--- MATERIALS PROVIDED ---

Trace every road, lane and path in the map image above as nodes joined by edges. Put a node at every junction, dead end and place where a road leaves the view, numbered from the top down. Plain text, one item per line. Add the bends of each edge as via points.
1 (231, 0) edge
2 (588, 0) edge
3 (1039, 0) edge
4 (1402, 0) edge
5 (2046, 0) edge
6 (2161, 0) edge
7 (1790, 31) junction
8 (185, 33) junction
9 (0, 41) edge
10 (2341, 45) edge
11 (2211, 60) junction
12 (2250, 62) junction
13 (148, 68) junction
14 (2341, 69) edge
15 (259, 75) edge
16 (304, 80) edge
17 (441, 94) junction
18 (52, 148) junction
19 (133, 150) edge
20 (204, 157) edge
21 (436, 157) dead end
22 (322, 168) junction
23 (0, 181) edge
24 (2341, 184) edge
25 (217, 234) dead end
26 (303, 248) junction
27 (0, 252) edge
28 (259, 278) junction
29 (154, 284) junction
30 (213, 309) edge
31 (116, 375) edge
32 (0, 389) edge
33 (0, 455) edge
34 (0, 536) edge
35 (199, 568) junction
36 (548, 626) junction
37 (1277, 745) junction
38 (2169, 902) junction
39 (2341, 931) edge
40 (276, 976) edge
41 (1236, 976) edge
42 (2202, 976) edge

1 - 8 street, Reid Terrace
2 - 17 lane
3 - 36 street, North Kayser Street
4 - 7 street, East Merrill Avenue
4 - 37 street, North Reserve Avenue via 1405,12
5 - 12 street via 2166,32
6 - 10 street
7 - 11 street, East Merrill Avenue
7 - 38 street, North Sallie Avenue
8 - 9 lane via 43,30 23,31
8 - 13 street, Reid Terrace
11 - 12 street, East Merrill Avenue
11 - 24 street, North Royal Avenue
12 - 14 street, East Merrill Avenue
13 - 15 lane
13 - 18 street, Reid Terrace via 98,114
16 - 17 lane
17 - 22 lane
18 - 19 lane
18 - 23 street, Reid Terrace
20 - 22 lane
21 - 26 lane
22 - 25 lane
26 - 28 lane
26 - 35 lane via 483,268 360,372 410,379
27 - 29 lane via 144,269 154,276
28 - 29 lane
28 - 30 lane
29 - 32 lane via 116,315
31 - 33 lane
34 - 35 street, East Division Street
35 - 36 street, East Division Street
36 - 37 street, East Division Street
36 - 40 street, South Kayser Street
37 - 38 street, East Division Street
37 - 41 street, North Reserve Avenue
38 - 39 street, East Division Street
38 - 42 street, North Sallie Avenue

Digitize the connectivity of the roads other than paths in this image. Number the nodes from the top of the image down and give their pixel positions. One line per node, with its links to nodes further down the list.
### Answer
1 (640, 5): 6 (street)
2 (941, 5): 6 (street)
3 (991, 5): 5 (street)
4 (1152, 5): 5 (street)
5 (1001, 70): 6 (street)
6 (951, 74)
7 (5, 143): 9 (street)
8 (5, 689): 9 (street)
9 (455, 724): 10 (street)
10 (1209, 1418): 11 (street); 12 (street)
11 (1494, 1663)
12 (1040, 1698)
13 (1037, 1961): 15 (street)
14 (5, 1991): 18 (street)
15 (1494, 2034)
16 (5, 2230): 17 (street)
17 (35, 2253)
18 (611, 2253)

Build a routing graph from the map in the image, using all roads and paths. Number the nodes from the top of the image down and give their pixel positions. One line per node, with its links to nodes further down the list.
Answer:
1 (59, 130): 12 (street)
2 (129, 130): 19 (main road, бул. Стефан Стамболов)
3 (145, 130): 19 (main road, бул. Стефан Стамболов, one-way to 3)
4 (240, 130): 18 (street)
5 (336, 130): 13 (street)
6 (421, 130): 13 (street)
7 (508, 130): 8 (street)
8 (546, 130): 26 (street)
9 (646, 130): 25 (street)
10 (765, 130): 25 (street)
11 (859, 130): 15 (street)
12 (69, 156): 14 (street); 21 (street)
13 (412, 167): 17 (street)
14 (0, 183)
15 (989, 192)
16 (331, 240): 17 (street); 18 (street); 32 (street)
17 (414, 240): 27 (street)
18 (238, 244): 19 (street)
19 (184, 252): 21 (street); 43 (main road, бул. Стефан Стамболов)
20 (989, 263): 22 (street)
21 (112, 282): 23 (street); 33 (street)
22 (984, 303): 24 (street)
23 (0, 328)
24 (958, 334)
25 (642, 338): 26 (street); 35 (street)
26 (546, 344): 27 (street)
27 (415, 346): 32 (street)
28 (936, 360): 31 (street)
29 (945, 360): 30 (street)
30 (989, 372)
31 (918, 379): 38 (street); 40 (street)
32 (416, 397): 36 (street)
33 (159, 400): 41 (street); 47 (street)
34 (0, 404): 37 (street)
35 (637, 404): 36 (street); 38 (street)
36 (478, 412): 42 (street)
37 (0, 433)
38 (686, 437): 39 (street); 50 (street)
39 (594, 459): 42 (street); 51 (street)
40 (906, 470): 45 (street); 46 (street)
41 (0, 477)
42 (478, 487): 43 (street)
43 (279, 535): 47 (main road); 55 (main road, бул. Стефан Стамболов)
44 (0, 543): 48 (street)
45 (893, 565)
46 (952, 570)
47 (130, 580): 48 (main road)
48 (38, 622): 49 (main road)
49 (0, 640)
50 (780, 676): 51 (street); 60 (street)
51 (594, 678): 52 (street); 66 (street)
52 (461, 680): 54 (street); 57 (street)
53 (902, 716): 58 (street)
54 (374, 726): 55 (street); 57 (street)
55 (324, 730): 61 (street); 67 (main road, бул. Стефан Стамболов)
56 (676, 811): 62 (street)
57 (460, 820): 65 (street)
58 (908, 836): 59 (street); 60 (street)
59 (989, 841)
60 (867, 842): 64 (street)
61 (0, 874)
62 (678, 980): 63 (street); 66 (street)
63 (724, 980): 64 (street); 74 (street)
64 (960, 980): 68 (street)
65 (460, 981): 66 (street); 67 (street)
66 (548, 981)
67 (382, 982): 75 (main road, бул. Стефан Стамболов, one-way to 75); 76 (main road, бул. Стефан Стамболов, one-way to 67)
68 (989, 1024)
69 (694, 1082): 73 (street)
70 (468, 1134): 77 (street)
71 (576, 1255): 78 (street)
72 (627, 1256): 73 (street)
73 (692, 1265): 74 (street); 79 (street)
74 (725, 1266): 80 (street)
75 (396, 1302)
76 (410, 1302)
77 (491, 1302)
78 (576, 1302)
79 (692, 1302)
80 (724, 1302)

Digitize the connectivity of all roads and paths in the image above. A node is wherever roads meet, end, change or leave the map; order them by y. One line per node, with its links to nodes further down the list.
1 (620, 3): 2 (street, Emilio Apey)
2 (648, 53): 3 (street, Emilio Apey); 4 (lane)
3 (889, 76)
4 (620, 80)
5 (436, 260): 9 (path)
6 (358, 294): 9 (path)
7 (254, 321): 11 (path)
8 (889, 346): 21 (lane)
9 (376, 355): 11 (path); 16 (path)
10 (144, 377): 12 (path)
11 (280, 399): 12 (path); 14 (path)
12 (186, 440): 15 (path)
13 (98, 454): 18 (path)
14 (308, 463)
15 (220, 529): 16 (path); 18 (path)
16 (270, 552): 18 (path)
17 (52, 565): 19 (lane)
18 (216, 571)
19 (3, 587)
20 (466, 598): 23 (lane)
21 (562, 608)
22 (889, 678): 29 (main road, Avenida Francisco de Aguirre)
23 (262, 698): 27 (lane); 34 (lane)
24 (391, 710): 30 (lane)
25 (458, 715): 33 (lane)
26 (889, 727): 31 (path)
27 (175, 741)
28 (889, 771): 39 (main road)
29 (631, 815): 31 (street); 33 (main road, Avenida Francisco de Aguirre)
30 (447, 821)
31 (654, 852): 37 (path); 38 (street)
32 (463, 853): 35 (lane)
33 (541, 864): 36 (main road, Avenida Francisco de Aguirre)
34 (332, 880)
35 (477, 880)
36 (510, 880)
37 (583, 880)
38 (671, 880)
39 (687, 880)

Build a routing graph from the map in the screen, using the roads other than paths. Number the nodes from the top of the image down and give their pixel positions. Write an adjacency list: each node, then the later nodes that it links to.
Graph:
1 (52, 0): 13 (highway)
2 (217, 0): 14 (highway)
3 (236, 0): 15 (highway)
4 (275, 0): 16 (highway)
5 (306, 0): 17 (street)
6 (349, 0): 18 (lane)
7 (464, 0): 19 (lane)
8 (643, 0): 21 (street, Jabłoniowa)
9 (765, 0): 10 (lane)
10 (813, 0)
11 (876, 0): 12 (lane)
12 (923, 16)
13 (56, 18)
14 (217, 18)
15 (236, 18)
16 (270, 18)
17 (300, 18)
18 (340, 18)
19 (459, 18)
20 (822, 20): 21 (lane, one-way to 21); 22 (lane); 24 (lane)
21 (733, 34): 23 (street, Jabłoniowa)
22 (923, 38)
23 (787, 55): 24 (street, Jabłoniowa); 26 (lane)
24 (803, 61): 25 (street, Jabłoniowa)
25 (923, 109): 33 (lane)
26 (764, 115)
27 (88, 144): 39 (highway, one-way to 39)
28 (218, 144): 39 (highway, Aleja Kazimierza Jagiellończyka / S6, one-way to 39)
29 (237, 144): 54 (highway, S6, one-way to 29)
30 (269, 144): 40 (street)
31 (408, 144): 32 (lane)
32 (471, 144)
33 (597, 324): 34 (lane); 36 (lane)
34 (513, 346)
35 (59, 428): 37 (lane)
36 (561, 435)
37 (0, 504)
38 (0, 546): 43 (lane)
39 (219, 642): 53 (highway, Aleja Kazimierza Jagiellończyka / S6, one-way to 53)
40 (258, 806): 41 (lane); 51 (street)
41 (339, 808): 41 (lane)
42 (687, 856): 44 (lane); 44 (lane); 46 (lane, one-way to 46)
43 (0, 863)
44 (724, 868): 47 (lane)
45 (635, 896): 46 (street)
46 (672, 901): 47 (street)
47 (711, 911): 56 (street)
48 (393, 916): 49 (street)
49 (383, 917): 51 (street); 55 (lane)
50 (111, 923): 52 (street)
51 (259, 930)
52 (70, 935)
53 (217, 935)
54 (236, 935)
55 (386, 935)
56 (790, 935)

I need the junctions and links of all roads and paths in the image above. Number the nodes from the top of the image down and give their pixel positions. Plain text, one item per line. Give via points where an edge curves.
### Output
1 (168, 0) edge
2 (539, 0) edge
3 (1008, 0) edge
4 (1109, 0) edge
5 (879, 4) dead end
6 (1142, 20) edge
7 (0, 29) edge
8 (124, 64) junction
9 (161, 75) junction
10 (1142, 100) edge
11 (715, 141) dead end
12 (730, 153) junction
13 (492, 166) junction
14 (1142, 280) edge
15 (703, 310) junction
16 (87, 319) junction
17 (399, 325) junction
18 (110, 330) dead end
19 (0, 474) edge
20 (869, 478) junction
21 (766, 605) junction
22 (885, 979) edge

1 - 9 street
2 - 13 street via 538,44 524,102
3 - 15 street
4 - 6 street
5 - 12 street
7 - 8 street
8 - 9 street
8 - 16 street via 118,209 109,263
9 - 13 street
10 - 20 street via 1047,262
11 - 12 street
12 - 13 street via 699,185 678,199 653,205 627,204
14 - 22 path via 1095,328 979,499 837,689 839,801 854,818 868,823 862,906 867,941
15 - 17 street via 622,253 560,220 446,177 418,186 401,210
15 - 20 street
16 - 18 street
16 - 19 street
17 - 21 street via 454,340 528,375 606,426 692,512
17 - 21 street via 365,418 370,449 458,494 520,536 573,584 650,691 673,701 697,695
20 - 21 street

---

YOUR OBJECTIVE:
Your response should be made up of the lines in the data that contain the word "Jagiellończyka".

ANSWER TO THE PROBLEM:
28 (218, 144): 39 (highway, Aleja Kazimierza Jagiellończyka / S6, one-way to 39)
39 (219, 642): 53 (highway, Aleja Kazimierza Jagiellończyka / S6, one-way to 53)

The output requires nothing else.